■ Records supplied:
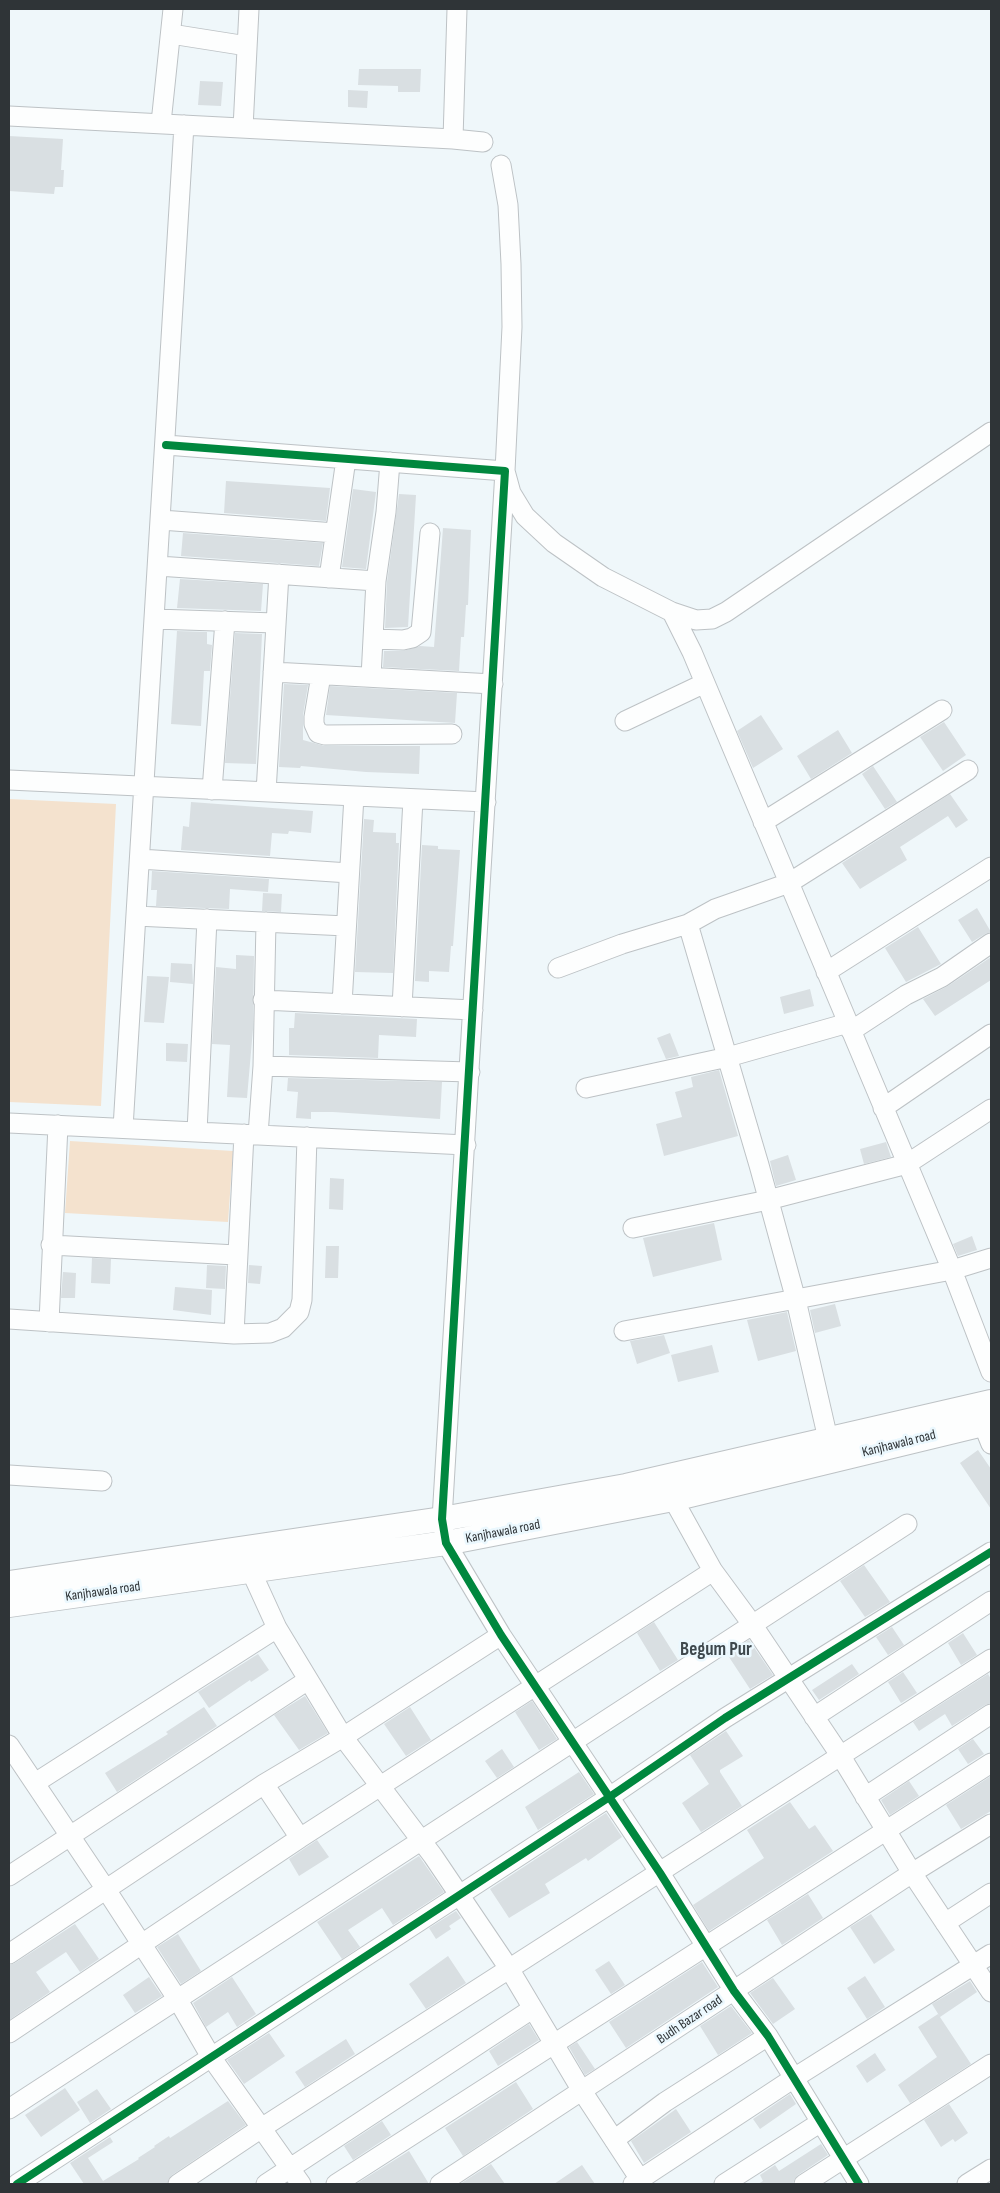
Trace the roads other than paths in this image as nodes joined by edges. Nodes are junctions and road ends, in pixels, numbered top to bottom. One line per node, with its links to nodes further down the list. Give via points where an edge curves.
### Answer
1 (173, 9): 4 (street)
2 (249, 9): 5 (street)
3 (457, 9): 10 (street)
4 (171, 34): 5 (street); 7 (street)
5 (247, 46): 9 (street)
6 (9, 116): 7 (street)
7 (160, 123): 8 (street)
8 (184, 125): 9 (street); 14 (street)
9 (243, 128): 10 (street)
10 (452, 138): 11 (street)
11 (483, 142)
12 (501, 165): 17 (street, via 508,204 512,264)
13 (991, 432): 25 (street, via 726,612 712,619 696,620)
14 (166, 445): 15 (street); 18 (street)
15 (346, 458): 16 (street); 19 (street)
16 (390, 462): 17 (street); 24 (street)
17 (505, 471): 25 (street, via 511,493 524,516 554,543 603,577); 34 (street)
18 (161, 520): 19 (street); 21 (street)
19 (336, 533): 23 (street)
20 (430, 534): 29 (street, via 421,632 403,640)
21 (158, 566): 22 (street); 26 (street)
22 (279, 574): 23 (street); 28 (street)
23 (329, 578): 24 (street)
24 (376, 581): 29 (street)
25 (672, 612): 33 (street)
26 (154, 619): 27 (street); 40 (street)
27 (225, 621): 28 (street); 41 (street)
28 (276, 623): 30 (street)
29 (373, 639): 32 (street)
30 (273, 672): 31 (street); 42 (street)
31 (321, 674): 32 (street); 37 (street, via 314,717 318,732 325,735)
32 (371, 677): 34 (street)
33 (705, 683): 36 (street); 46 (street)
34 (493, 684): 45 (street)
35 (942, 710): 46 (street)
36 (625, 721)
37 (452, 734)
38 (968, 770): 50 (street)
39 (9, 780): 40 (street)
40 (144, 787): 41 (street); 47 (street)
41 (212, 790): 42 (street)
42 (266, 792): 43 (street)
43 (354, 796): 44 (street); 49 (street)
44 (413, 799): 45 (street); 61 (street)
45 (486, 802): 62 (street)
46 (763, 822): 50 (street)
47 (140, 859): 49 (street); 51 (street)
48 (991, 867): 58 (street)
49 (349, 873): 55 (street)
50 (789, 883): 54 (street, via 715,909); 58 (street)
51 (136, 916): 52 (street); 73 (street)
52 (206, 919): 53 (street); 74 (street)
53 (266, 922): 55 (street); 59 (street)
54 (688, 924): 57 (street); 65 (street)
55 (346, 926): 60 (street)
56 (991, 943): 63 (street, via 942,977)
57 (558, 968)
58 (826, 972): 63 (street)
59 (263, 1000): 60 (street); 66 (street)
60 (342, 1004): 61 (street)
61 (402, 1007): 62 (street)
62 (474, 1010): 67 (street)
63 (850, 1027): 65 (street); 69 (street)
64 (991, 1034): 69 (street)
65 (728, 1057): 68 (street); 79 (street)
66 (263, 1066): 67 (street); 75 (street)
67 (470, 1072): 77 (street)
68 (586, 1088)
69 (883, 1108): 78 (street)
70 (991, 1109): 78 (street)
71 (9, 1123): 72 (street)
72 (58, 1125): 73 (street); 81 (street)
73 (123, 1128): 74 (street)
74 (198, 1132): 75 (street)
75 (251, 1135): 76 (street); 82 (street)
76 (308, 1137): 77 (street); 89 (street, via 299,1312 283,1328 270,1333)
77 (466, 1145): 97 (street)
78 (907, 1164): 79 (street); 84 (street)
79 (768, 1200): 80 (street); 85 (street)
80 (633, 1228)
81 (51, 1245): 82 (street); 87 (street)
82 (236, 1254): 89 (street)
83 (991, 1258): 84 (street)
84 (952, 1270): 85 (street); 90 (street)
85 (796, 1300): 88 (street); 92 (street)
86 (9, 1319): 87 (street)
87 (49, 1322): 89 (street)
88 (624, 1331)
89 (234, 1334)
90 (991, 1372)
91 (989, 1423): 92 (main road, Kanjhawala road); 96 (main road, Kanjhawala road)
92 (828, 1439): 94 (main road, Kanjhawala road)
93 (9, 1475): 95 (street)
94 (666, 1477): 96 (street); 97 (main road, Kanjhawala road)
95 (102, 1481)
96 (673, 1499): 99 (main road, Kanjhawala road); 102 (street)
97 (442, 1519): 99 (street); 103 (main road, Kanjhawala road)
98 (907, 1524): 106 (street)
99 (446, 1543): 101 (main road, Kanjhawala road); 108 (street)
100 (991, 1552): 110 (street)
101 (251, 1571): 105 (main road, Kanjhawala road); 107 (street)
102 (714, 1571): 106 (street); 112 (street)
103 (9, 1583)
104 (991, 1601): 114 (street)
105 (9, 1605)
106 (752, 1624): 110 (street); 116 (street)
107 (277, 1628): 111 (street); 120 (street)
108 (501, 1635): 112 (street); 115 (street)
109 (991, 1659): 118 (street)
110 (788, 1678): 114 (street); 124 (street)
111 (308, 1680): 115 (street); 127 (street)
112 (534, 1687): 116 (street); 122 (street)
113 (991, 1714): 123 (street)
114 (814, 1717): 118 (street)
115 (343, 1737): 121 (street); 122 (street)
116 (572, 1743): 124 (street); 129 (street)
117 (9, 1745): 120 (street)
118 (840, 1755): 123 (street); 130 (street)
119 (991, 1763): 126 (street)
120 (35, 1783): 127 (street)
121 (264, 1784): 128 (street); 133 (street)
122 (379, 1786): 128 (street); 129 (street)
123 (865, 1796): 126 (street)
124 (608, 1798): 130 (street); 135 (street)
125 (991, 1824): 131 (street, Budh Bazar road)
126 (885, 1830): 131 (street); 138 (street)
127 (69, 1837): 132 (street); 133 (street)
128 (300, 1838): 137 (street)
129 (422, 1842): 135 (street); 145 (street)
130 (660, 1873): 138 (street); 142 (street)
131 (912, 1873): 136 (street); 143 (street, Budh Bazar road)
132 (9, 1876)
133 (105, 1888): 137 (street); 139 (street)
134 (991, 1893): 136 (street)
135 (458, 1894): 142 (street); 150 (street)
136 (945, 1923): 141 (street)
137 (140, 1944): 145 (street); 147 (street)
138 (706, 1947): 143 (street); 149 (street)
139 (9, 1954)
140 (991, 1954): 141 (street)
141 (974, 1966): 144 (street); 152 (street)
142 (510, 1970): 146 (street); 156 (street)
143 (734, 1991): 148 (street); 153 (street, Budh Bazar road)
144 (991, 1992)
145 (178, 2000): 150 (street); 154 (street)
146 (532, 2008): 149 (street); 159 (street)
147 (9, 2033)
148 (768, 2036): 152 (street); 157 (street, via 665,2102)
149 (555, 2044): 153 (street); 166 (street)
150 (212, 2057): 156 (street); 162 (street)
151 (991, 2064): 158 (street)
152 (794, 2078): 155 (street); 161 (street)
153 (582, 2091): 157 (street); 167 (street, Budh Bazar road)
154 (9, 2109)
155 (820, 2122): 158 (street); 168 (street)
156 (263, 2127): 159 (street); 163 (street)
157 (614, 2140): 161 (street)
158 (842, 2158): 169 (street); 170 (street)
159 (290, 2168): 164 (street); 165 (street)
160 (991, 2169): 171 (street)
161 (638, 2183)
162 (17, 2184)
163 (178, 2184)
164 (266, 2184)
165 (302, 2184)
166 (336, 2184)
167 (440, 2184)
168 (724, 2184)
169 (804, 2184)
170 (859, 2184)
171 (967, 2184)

* * *

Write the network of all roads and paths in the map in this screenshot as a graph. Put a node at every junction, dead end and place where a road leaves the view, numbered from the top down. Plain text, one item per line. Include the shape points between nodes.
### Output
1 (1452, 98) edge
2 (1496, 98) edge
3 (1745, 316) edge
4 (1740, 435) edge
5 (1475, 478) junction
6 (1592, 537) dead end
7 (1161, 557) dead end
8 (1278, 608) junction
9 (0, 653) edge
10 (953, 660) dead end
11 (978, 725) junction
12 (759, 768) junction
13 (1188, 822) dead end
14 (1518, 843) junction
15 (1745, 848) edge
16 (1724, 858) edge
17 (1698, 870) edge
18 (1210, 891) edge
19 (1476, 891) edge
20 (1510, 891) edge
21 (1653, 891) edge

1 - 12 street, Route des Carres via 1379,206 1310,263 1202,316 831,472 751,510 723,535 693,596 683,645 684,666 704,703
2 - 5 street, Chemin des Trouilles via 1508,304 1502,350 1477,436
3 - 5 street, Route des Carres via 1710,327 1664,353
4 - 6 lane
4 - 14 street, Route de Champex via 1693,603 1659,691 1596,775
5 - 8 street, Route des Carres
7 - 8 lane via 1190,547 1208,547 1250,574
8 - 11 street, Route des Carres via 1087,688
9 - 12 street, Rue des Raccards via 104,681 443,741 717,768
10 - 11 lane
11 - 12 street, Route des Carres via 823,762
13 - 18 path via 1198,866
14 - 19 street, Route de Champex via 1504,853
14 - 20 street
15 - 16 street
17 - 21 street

■ Instructions to follow: Search the records for the word "points" and copy every line where it occurs.

■ Solution to this task:
Trace the roads other than paths in this image as nodes joined by edges. Nodes are junctions and road ends, in pixels, numbered top to bottom. One line per node, with its links to nodes further down the list. Give via points where an edge curves.
Write the network of all roads and paths in the map in this screenshot as a graph. Put a node at every junction, dead end and place where a road leaves the view, numbered from the top down. Plain text, one item per line. Include the shape points between nodes.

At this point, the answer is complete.